PROMPT: Look through the data below and return each line where "John" appears.

Segment Open

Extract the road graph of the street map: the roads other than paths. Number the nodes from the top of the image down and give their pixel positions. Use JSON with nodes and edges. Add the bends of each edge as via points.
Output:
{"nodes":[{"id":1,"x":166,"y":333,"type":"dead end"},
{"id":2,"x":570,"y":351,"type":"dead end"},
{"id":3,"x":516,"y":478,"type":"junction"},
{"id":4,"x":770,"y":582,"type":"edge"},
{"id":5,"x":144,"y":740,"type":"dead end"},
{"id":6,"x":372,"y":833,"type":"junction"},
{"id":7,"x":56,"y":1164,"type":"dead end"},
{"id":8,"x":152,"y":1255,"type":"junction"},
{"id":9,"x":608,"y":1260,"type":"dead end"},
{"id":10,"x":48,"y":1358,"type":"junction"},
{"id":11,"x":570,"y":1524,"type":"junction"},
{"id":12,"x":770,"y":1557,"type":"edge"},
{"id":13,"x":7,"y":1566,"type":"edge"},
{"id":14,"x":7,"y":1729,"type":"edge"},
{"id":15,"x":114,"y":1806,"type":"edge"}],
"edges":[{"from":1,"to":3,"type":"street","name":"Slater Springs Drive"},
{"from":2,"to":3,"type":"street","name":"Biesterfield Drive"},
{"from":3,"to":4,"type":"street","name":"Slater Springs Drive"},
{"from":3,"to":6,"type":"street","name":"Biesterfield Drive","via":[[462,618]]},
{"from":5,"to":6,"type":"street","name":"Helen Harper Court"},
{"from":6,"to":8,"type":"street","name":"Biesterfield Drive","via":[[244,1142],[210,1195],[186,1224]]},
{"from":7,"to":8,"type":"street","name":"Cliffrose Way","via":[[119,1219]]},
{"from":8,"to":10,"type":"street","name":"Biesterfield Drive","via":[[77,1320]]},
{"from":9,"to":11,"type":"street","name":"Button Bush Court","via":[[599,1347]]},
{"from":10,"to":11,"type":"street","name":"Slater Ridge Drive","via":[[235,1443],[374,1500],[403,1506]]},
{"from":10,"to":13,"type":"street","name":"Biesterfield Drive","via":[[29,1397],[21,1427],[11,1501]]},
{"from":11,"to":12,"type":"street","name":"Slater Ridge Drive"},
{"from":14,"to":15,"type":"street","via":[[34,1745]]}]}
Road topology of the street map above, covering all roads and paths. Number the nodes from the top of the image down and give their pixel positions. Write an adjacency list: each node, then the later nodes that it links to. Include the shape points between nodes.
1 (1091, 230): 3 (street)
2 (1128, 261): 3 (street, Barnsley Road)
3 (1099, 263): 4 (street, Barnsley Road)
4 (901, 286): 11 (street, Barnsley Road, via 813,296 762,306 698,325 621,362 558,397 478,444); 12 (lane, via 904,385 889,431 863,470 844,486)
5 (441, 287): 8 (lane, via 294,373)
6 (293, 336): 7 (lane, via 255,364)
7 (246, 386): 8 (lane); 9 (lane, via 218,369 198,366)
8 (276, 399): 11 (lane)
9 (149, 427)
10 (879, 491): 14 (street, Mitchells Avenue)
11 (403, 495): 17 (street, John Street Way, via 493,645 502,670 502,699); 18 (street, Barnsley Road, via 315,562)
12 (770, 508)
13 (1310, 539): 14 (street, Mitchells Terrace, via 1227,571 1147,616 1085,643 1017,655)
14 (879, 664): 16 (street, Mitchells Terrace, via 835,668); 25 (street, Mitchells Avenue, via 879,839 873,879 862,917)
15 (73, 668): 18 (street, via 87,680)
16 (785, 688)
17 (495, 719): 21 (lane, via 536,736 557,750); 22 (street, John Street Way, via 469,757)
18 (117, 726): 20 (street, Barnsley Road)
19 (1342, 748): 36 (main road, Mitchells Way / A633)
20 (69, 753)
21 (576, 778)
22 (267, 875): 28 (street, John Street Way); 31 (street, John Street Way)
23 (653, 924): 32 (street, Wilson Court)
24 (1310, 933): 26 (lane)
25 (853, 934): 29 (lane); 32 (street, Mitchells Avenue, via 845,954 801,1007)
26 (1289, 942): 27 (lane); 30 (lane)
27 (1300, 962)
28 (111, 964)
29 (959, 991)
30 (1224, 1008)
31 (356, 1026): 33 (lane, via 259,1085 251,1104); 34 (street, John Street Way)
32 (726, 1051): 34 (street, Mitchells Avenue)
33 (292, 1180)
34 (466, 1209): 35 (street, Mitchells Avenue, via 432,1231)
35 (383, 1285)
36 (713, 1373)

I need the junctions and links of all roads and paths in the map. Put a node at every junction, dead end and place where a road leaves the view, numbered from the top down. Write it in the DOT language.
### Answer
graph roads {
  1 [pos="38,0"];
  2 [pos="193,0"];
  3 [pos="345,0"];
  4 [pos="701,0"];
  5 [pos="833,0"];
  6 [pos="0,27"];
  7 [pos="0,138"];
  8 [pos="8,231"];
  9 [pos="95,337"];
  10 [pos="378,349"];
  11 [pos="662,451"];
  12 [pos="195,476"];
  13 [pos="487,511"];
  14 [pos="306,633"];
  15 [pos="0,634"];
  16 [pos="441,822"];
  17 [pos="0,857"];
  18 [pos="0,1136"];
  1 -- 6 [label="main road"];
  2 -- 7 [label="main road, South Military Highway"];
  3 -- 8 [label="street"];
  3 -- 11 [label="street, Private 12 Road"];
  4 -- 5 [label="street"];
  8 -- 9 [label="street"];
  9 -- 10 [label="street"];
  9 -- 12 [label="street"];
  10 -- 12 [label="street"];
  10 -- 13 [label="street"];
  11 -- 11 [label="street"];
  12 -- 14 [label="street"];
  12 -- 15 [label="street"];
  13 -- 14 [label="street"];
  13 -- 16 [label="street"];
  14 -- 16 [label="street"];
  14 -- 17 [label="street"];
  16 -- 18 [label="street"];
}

Segment Closed

RESULT FOR THIS EXERCISE:
11 (403, 495): 17 (street, John Street Way, via 493,645 502,670 502,699); 18 (street, Barnsley Road, via 315,562)
17 (495, 719): 21 (lane, via 536,736 557,750); 22 (street, John Street Way, via 469,757)
22 (267, 875): 28 (street, John Street Way); 31 (street, John Street Way)
31 (356, 1026): 33 (lane, via 259,1085 251,1104); 34 (street, John Street Way)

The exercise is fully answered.